We quickly realised that privacy was going to be a major issue and designed and built our smart home to address this issue from the outset, with complete privacy in mind. It is designed upon the assumption that you own your smart home and all of the data that it captures, generates and stores. It will all be held securely in your home and none of it will be shared with third-party service providers unless you decide you want to do this.
Many of the current smart home solutions from the largest players in this space (Amazon, Google, Apple, Samsung, etc.) have been designed with cloud APIs and cloud services in mind, specifically to enable them to collect personal data and gain insight from how their products are being used. Whilst this is acceptable for simple services and features and is sometimes required to deliver services (much like cookies are used to deliver web-based services), it quickly becomes very intrusive.

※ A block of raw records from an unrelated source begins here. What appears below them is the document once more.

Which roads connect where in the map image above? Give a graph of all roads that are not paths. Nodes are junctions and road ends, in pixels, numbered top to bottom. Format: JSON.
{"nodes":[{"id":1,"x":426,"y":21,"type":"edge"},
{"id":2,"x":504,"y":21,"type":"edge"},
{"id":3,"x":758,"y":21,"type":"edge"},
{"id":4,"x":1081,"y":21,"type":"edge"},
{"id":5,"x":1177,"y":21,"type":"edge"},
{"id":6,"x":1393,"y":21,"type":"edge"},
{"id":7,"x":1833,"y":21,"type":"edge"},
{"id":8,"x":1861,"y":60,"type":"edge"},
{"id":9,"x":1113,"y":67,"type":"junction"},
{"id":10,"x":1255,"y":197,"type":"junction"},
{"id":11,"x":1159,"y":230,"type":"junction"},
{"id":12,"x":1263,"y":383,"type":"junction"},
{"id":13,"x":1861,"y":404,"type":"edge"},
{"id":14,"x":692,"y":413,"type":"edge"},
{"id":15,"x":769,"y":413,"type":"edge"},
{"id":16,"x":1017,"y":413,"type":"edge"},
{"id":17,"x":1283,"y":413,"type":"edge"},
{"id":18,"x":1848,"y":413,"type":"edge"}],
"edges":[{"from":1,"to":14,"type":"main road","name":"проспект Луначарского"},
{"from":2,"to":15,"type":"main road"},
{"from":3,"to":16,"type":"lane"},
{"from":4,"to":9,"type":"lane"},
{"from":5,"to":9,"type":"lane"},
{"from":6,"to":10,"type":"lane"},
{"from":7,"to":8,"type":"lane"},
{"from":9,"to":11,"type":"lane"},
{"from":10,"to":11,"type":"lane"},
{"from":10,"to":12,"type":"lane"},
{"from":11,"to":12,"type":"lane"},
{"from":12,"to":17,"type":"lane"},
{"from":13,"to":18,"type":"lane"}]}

As the services become more advanced, the set of data collected becomes much larger and the implications much more significant. What most users fail to understand is just how much can be inferred from this data. And the more data is made available, the more that can be inferred from it. Large amounts of data allow a wider data analysis techniques to be applied, more cross-referencing with other data sets and more big data analytics. The more data you give away, the bigger the privacy issues become.
For people trying to make spaces smart that are rented and used by other people (such as rental homes & apartments, student accommodation, sheltered housing and hotel rooms), privacy is going to be a major factor. You will need to get informed consent to share customer data with 3rd party service providers and know exactly what is being shared, who gets to see the data and where it is being hosted. Simply adding a voice assistant such as an Amazon Echo device for voice control of features could be an issue for some customers.